Dr. Barrow worked in a variety of roles at UCSD CONNECT from 1990 to 2001. At CONNECT, she developed and expanded many of its programs to support early-stage company formation and technology commercialization. The CONNECT program is now internationally recognized and has been successfully replicated in other regions of North America and in Europe.
Dr. Barrow is on the board and is Chair of the Massachusetts Office of International Trade and Investment (MOITI) and is on the board of the National Collegiate Inventors and innovators Alliance (NCIIA). In addition, she is a Fellow of the Beyster Institute at the Rady School of Management at UCSD.
Dr. Barrow received her Ph.D. from the Science Studies Unit and a B.Sc. in Mechanical Engineering from the University of Edinburgh.
Tom Chmura is vice president for economic development for the five-campus University of Massachusetts system, serving on the staff of President Jack Wilson.
In this position, Mr. Chmura is responsible for promoting and coordinating the university’s role as a resource for economic development and building strategic alliances with industry and state agencies engaged in economic and workforce development. He oversees the work of the university’s Office of Commercial Ventures and Intellectual Property (including the Massachusetts Technology Transfer Center ) and the UMass Donahue Institute (the president’s outreach and public service arm).
During his tenure at the university, Mr. Chmura has played a leadership role in developing a variety of system-wide initiatives, particularly in the areas of research, development and innovation; technology commercialization and entrepreneurship; strategic workforce development; and economic planning, research and analysis.
Mr. Chmura has more than 25 years of experience in economic development.

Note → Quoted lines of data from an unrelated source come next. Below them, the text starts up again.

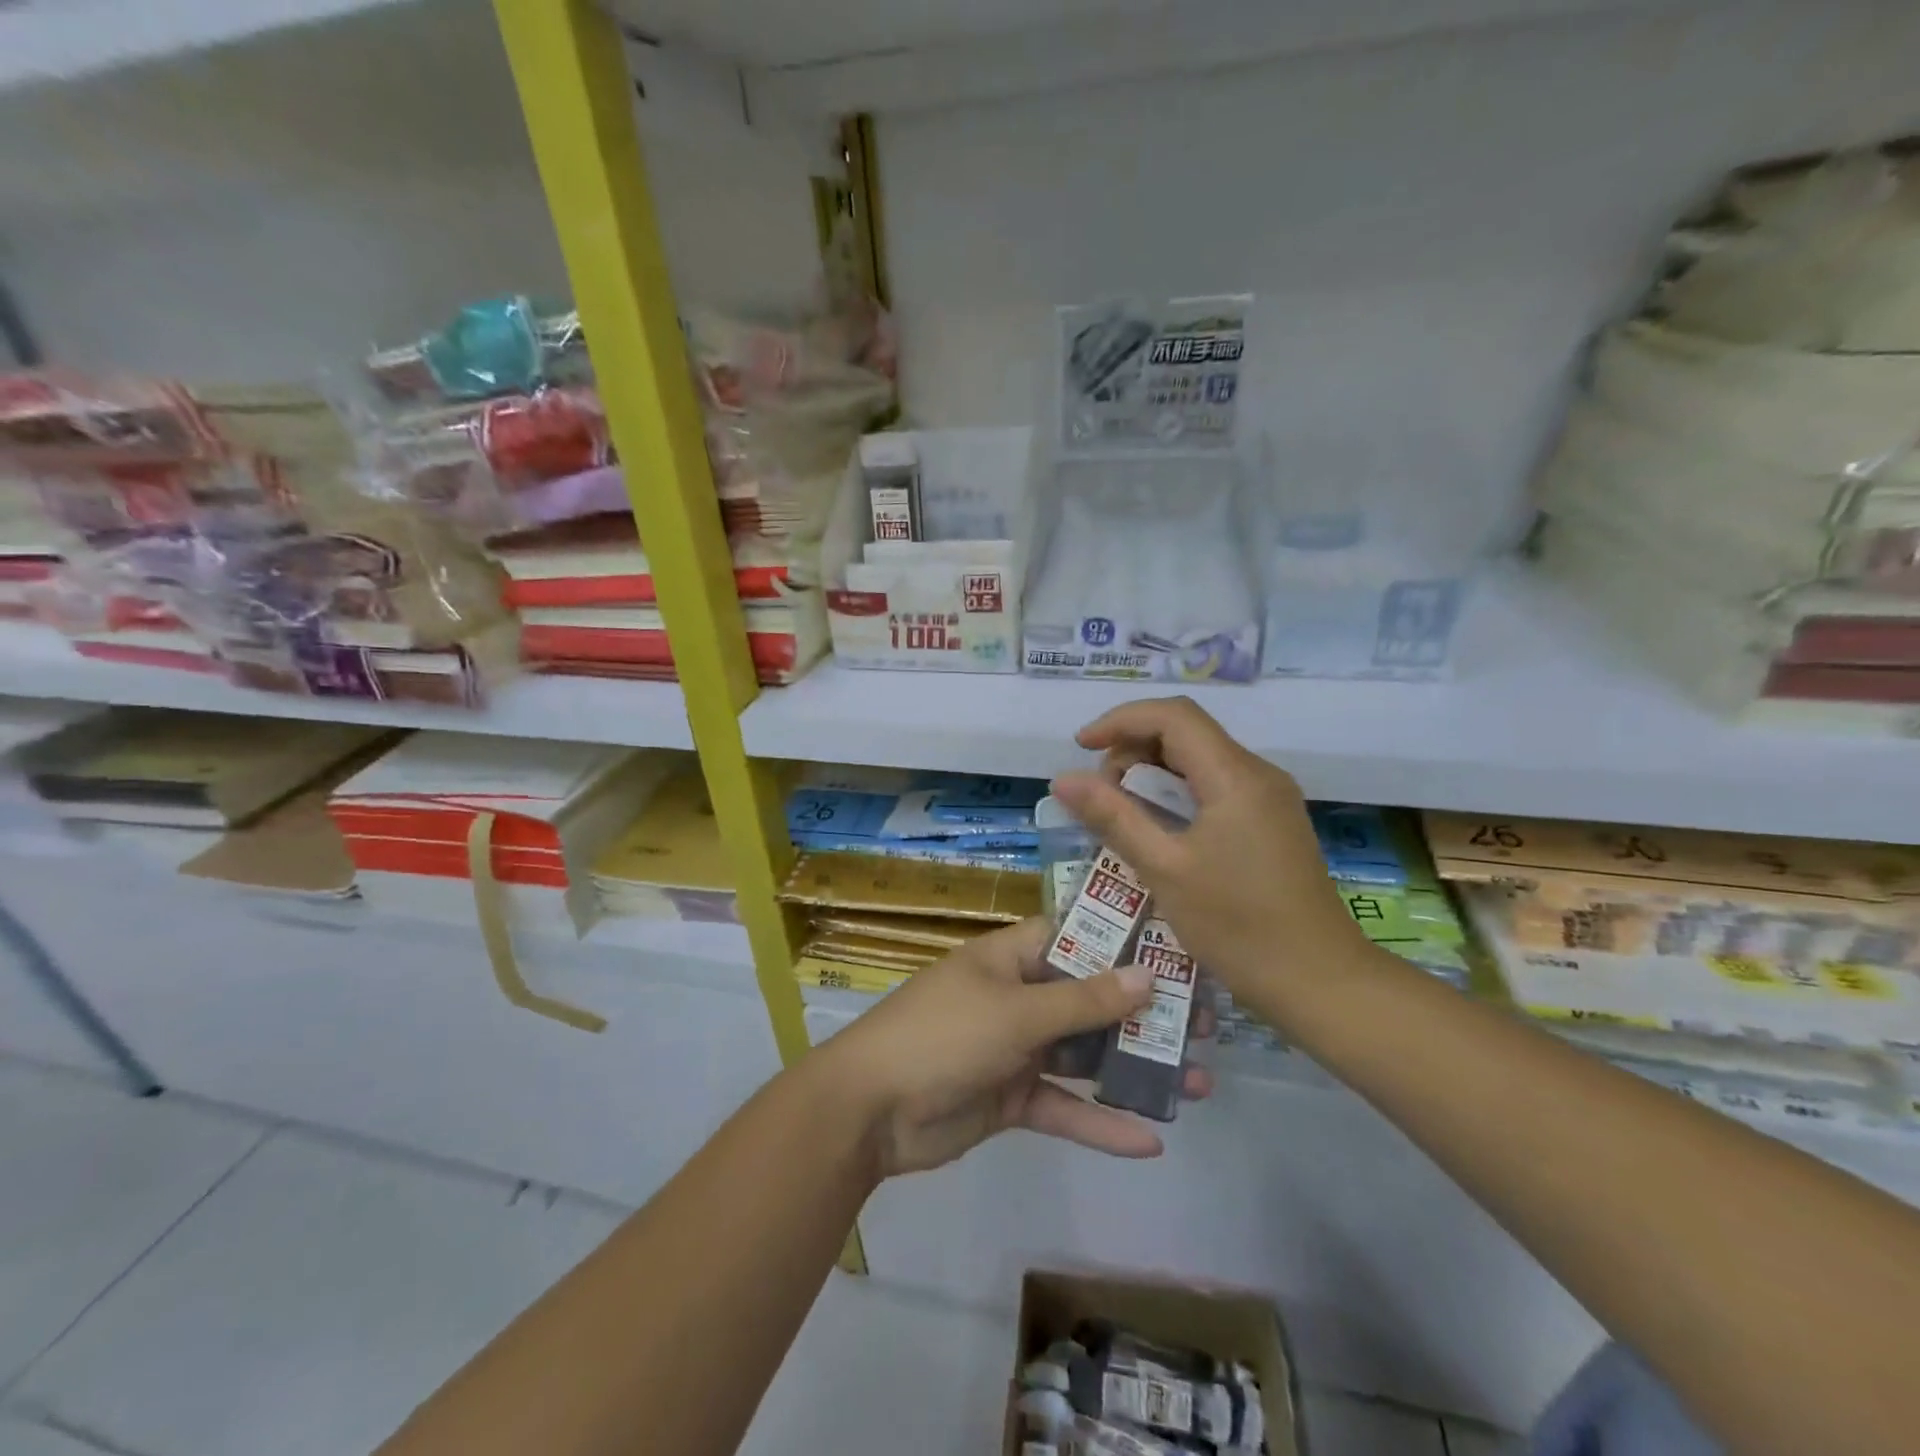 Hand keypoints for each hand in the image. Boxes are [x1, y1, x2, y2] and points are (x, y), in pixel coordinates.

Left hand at [821, 917, 1212, 1177]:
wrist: (869, 1111)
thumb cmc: (943, 1036)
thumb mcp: (1016, 1013)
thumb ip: (1083, 1001)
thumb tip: (1147, 974)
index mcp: (1011, 957)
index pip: (1075, 935)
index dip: (1123, 939)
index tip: (1179, 948)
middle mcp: (1017, 995)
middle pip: (1090, 998)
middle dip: (1142, 1012)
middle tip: (1204, 1024)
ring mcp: (1015, 1048)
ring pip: (1084, 1054)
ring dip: (1132, 1068)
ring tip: (1198, 1083)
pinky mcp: (1012, 1098)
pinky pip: (1063, 1105)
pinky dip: (1099, 1121)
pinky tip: (1150, 1140)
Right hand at [1050, 696, 1376, 1020]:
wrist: (1320, 982)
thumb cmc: (1238, 926)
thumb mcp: (1164, 869)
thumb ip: (1113, 816)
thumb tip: (1063, 778)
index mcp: (1235, 776)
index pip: (1173, 716)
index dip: (1120, 721)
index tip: (1080, 747)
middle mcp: (1257, 774)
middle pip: (1185, 733)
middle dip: (1133, 749)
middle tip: (1101, 795)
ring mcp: (1269, 798)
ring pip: (1199, 759)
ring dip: (1153, 773)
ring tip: (1121, 813)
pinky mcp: (1271, 821)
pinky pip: (1215, 786)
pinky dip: (1176, 793)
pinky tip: (1157, 829) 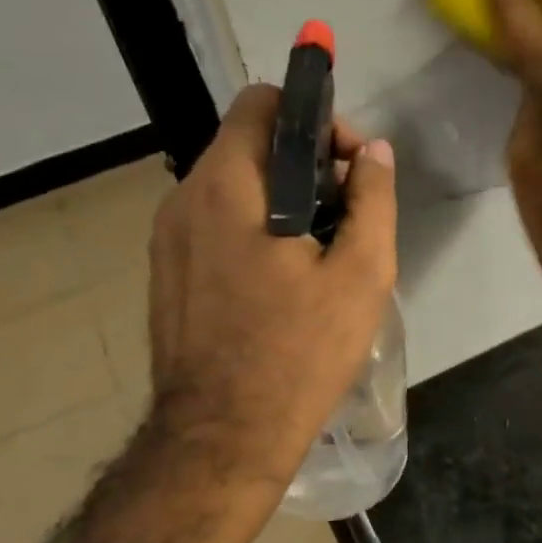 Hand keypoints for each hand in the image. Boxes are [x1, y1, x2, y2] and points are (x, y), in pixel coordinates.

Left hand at [145, 86, 396, 505]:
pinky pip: (214, 223)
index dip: (314, 117)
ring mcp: (167, 239)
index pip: (262, 104)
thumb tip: (375, 153)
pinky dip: (253, 225)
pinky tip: (284, 277)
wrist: (222, 438)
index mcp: (228, 187)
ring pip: (232, 185)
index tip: (350, 163)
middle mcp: (184, 199)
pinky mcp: (166, 273)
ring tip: (322, 247)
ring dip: (281, 195)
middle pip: (248, 144)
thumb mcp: (361, 274)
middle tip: (348, 210)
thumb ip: (373, 200)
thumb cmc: (299, 353)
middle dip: (305, 161)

Prior to coming to the university, he served as vice president for economic development of the Greater Baltimore Committee, a regional business leadership group. In Baltimore, he led efforts to create the Greater Baltimore High Tech Forum, forge closer ties between academia and industry, and establish a regional economic development strategy focused on the life sciences.

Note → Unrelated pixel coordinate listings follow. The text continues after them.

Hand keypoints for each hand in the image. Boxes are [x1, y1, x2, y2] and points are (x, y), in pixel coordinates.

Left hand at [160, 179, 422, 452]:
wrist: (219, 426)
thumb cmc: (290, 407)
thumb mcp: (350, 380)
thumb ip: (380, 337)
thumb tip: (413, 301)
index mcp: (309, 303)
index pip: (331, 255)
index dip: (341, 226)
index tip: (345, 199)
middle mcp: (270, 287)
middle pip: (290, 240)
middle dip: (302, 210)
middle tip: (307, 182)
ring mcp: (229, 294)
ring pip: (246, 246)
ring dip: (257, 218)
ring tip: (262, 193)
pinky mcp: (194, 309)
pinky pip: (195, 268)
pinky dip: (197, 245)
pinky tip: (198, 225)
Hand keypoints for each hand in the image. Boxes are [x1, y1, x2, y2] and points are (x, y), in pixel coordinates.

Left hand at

In addition, he worked for almost a decade as a senior consultant at SRI International (Stanford Research Institute) in Menlo Park, CA. While at SRI, he led a national study on the role of higher education in economic development and was the principal author of the book The Higher Education-Economic Development Connection, published by the American Association of State Colleges and Universities.
Mr. Chmura holds a B.S. in management engineering and an M.S. in urban and environmental studies from Rensselaer Polytechnic Institute.